Work to be completed: Reproduce every record below exactly as written, leaving out any pictures.

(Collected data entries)
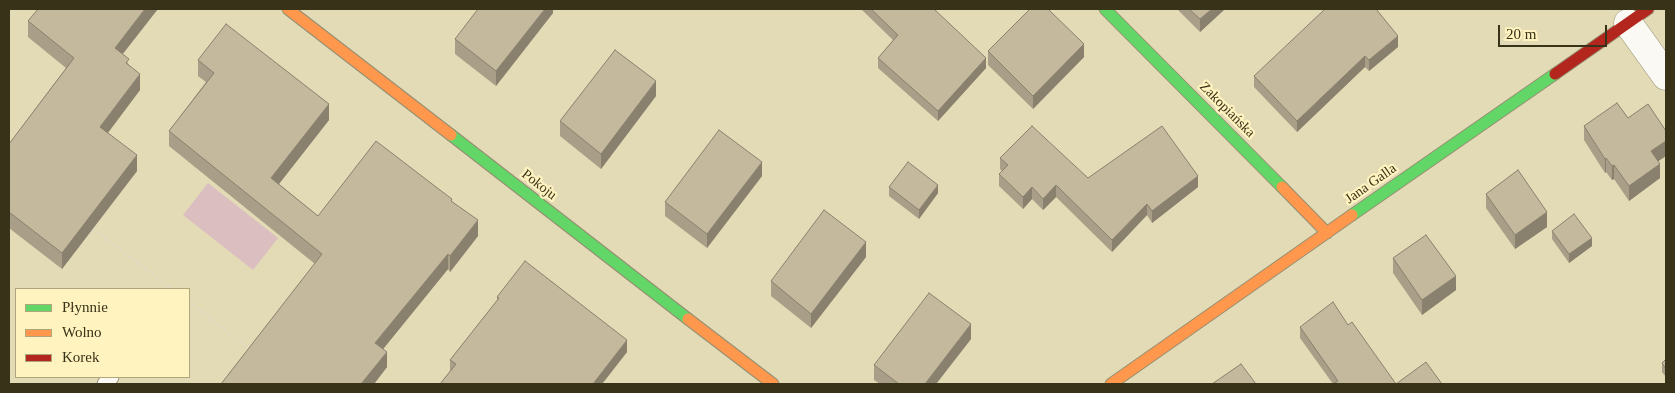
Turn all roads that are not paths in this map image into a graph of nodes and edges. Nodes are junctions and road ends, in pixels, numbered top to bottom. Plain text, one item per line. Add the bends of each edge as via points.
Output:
1 (288, 9) edge
2 (1105, 9) edge
3 (1638, 16) edge
4 (1666, 76) edge
5 (1327, 233) junction
6 (773, 384) edge
7 (1111, 384) edge

1 - 6 street, Pokoju
2 - 5 street, Zakopiańska
3 - 4 street
3 - 5 street, Jana Galla
5 - 7 street, Jana Galla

Answer box:
Turn all roads that are not paths in this map image into a graph of nodes and edges. Nodes are junctions and road ends, in pixels, numbered top to bottom. Plain text, one item per line. Add the bends of each edge as via points.
Output:
1 (288, 9) edge
2 (1105, 9) edge
3 (1638, 16) edge
4 (1666, 76) edge
5 (1327, 233) junction
6 (773, 384) edge
7 (1111, 384) edge

1 - 6 street, Pokoju
2 - 5 street, Zakopiańska
3 - 4 street
3 - 5 street, Jana Galla
5 - 7 street, Jana Galla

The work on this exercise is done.